Driving simulator scenarios and measures to faithfully evaluate risky driving behavior: A comparative study of different driver age groups

Affiliations
Comparative Study

Driving simulator scenarios and measures to faithfully evaluate risky driving behavior: A comparative study of different driver age groups

Jesse Michaels et al. PLoS One. .

Abstract

To investigate the links between mental workload, age and risky driving, a cross-sectional study was conducted on a driving simulator using several established and some novel measures of driving ability and scenarios of varying complexity. A sample of 115 drivers was divided into three age and experience groups: young inexperienced (18-21 years old), adult experienced (25-55 years old) and older adult (70-86 years old). Participants were tested on three different scenarios varying in mental workload from low to high. Additionally, to gain a better understanding of individuals' ability to capture and integrate relevant information in a highly complex visual environment, the participants' perceptual-cognitive capacity was evaluated using 3-dimensional multiple object tracking (3D-MOT). Results indicate moderate scenario complexity as the best suited to highlight well-documented differences in driving ability between age groups and to elicit naturalistic driving behavior.

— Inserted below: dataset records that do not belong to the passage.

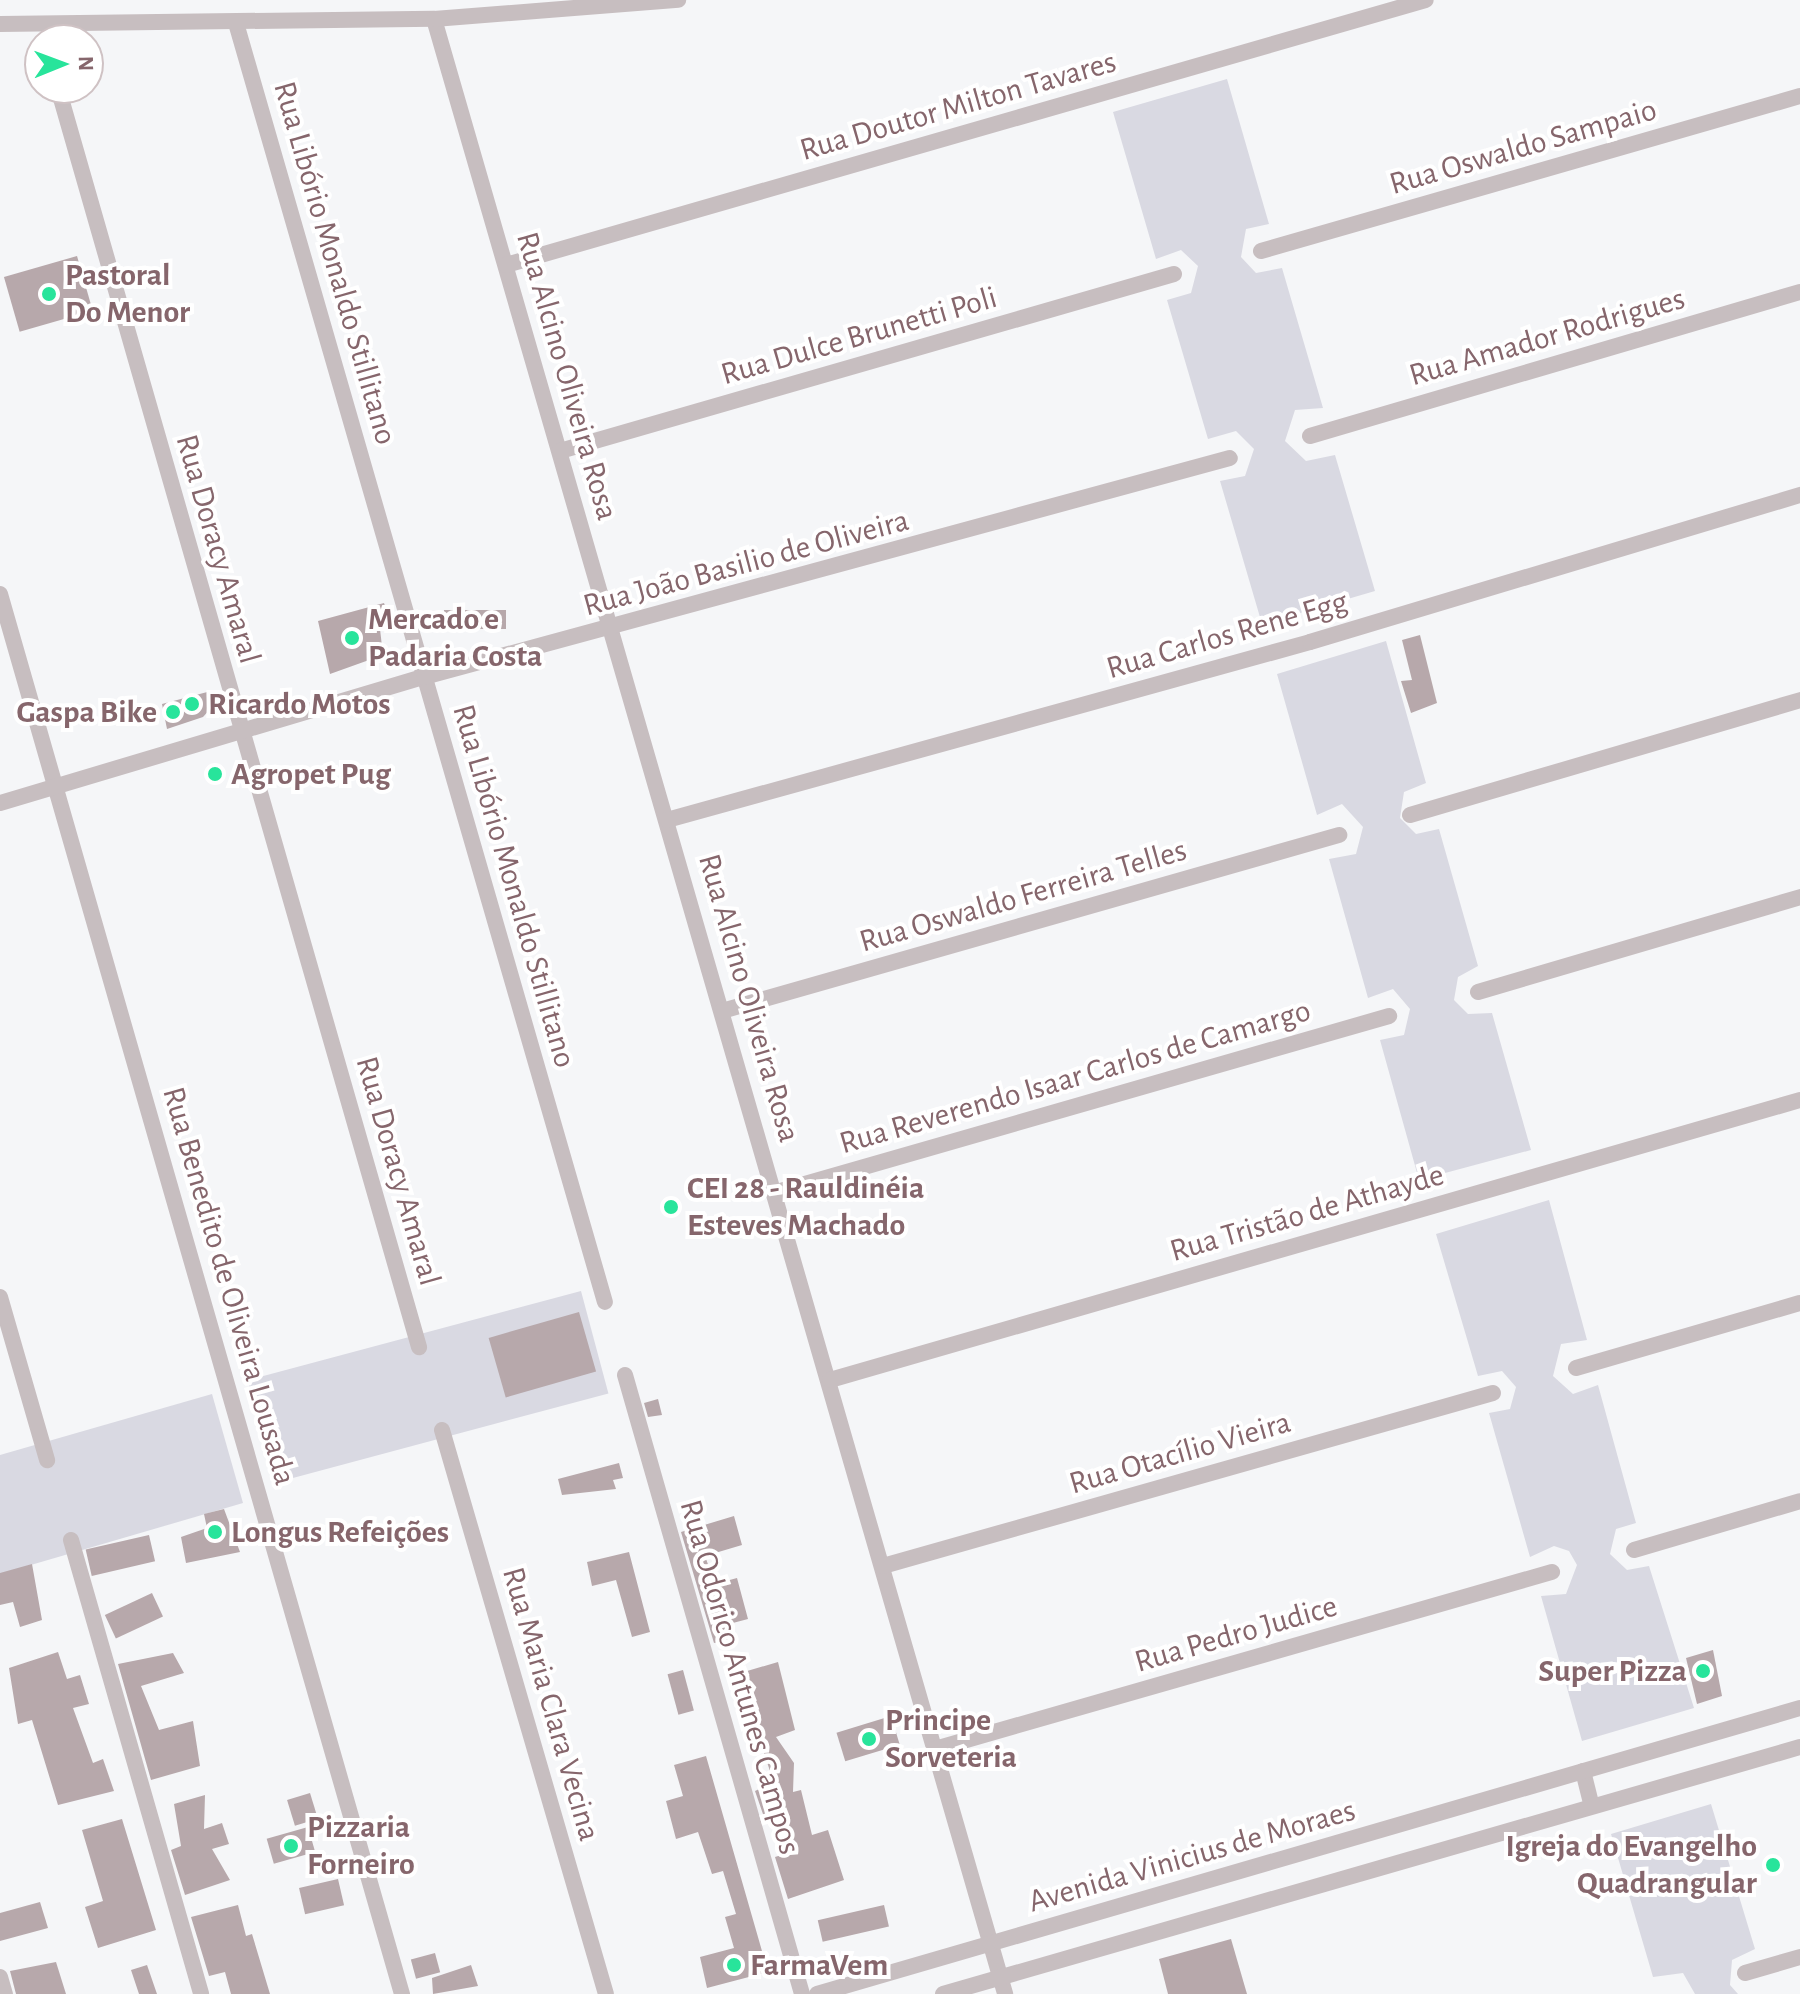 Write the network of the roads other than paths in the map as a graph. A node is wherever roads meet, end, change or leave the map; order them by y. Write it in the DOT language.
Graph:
graph roads {
  1 [pos="678,0"];
  2 [pos="1426,0"];
  3 [pos="434,19"];
  4 [pos="236,23"];
  5 [pos="0,24"];
  6 [pos="24,29"];
  7 [pos="104,29"];
  8 [pos="1800,96"];
  9 [pos="63,104"];
  10 [pos="1261,251"];
  11 [pos="506,265"];
  12 [pos="1174,274"];
  13 [pos="1800,292"];
  14 [pos="1310,436"];
  15 [pos="560,451"];
  16 [pos="1230,458"];
  17 [pos="1800,495"];
  18 [pos="0,594"];
  19 [pos="612,629"];
  20 [pos="424,677"];
  21 [pos="1800,700"];
  22 [pos="242,732"];
  23 [pos="56,786"];
  24 [pos="0,803"];
  25 [pos="1410,815"];
  26 [pos="667,820"];
  27 [pos="1339,835"];
  28 [pos="1800,897"];
  29 [pos="1478,992"];
  30 [pos="722,1011"];
  31 [pos="1389,1016"];
  32 [pos="1800,1100"];
  33 [pos="777,1192"];
  34 [pos="0,1297"];
  35 [pos="605,1302"];
  36 [pos="1800,1303"];
  37 [pos="419,1347"];
  38 [pos="1576,1368"];
  39 [pos="625,1375"];
  40 [pos="830,1380"];
  41 [pos="1493,1393"];
  42 [pos="442,1430"];
  43 [pos="47,1460"];
  44 [pos="1800,1501"];
  45 [pos="71,1540"];
  46 [pos="1634,1550"];
  47 [pos="883,1566"];
  48 [pos="1552,1572"];
  49 [pos="1800,1708"];
  50 [pos="1800,1747"];
  51 [pos="935,1749"];
  52 [pos="1583,1771"];
  53 [pos="1592,1806"];
  54 [pos="991,1944"];
  55 [pos="1800,1957"];
  56 [pos="1745,1973"];
  57 [pos="0,1977"];
  58 [pos="1003,1986"];
  59 [pos="5,1994"];
  60 [pos="201,1994"];
  61 [pos="402,1994"];
  62 [pos="606,1994"];
  63 [pos="802,1994"];
  64 [pos="817,1994"];
  65 [pos="943,1994"];
  1 -- 3 [label="street"];
  2 -- 11 [label="street, Rua Doutor Milton Tavares"];
  3 -- 4 [label="street"];
  3 -- 11 [label="street, Rua Alcino Oliveira Rosa"];
  4 -- 7 [label="street"];
  4 -- 20 [label="street, Rua Libório Monaldo Stillitano"];
  5 -- 6 [label="street"];
  8 -- 10 [label="street, Rua Oswaldo Sampaio"];
  9 -- 22 [label="street, Rua Doracy Amaral"];
  11 -- 15 [label="street, Rua Alcino Oliveira Rosa"];
  12 -- 15 [label="street, Rua Dulce Brunetti Poli"];
  13 -- 14 [label="street, Rua Amador Rodrigues"];
  15 -- 19 [label="street, Rua Alcino Oliveira Rosa"];
  16 -- 19 [label="street, Rua João Basilio de Oliveira"];
  17 -- 26 [label="street, Rua Carlos Rene Egg"];
  18 -- 23 [label="street, Rua Benedito de Oliveira Lousada"];
  19 -- 20 [label="street, Rua João Basilio de Oliveira"];
  19 -- 26 [label="street, Rua Alcino Oliveira Rosa"];
  20 -- 22 [label="street, Rua João Basilio de Oliveira"];
  20 -- 35 [label="street, Rua Libório Monaldo Stillitano"];
  21 -- 25 [label="street"];
  22 -- 23 [label="street, Rua João Basilio de Oliveira"];
  22 -- 37 [label="street, Rua Doracy Amaral"];
  23 -- 24 [label="street, Rua João Basilio de Oliveira"];
  23 -- 61 [label="street, Rua Benedito de Oliveira Lousada"];
  26 -- 30 [label="street, Rua Alcino Oliveira Rosa"];
  27 -- 30 [label="street, Rua Oswaldo Ferreira Telles"];
  28 -- 29 [label="street"];
  30 -- 33 [label="street, Rua Alcino Oliveira Rosa"];
  31 -- 33 [label="street, Rua Reverendo Isaar Carlos de Camargo"];
  32 -- 40 [label="street, Rua Tristão de Athayde"];
  33 -- 40 [label="street, Rua Alcino Oliveira Rosa"];
  34 -- 43 [label="street"];
  36 -- 38 [label="street"];
  39 -- 63 [label="street, Rua Odorico Antunes Campos"];
  40 -- 47 [label="street, Rua Alcino Oliveira Rosa"];
  41 -- 47 [label="street, Rua Otacílio Vieira"];
  42 -- 62 [label="street, Rua Maria Clara Vecina"];
  44 -- 46 [label="street"];
  45 -- 60 [label="street"];
  47 -- 51 [label="street, Rua Alcino Oliveira Rosa"];
  48 -- 51 [label="street, Rua Pedro Judice"];
  49 -- 52 [label="street, Avenida Vinicius de Moraes"];
  50 -- 53 [label="street, Avenida Vinicius de Moraes"];
  51 -- 54 [label="street, Rua Alcino Oliveira Rosa"];
  52 -- 53 [label="street"];
  52 -- 54 [label="street, Avenida Vinicius de Moraes"];
  53 -- 58 [label="street, Avenida Vinicius de Moraes"];
  54 -- 58 [label="street, Rua Alcino Oliveira Rosa"];
  54 -- 64 [label="street, Avenida Vinicius de Moraes"];
  55 -- 56 [label="street"];
  57 -- 59 [label="street"];
  58 -- 65 [label="street, Avenida Vinicius de Moraes"];
} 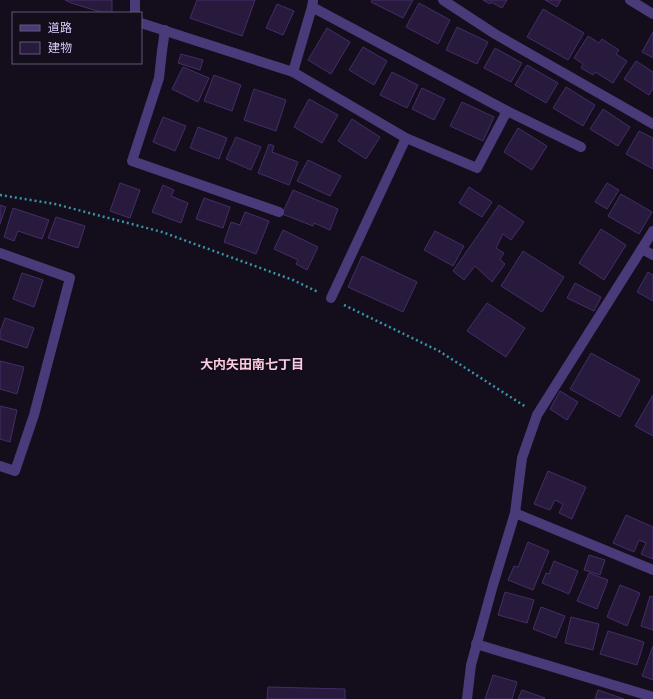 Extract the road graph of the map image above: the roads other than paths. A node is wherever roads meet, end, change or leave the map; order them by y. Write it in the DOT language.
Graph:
graph roads {
  1 [pos="135,0"];
  2 [pos="443,0"];
  3 [pos="630,0"];
  4 [pos="313,3"];
  5 [pos="135,12"];
  6 [pos="653,14"];
  7 [pos="142,23"];
  8 [pos="165,30"];
  9 [pos="293,72"];
  10 [pos="507,111"];
  11 [pos="653,124"];
  12 [pos="406,138"];
  13 [pos="581,147"];
  14 [pos="279,212"];
  15 [pos="653,231"];
  16 [pos="642,249"];
  17 [pos="0,254"];
  18 [pos="653,255"];
  19 [pos="331,298"];
  20 [pos="0,466"];
  21 [pos="515,513"];
  22 [pos="653,570"];
  23 [pos="476,644"];
  24 [pos="653,697"];
  25 [pos="467,699"];
  1 -- 5 [label="street"];
  2 -- 11 [label="street"];
  3 -- 6 [label="street"];
  4 -- 9 [label="street"];
  4 -- 10 [label="street"];
  7 -- 8 [label="street"];
  8 -- 9 [label="street"];
  8 -- 14 [label="street"];
  9 -- 12 [label="street"];
  10 -- 12 [label="street"];
  10 -- 13 [label="street"];
  12 -- 19 [label="street"];
  15 -- 16 [label="street"];
  16 -- 18 [label="street"];
  16 -- 21 [label="street"];
  17 -- 20 [label="street"];
  21 -- 22 [label="street"];
  21 -- 23 [label="street"];
  23 -- 24 [label="street"];
  23 -- 25 [label="street"];
}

Furthermore, several of the novel driving measures were shown to provide useful, non-redundant information about driving behavior, complementing more established measures. Finally, 3D-MOT was demonstrated to be an effective predictor of elevated crash risk as well as decreased naturally-adopted mean driving speed, particularly among older adults. In sum, the present experiment demonstrates that in cases of either extreme high or low task demands, drivers can become overloaded or under aroused and thus task measures may lose sensitivity. Moreover, insights from the present study should inform methodological considerations for future driving simulator research. Importantly, future research should continue to investigate the predictive utility of perceptual-cognitive tests in the domain of driving risk assessment.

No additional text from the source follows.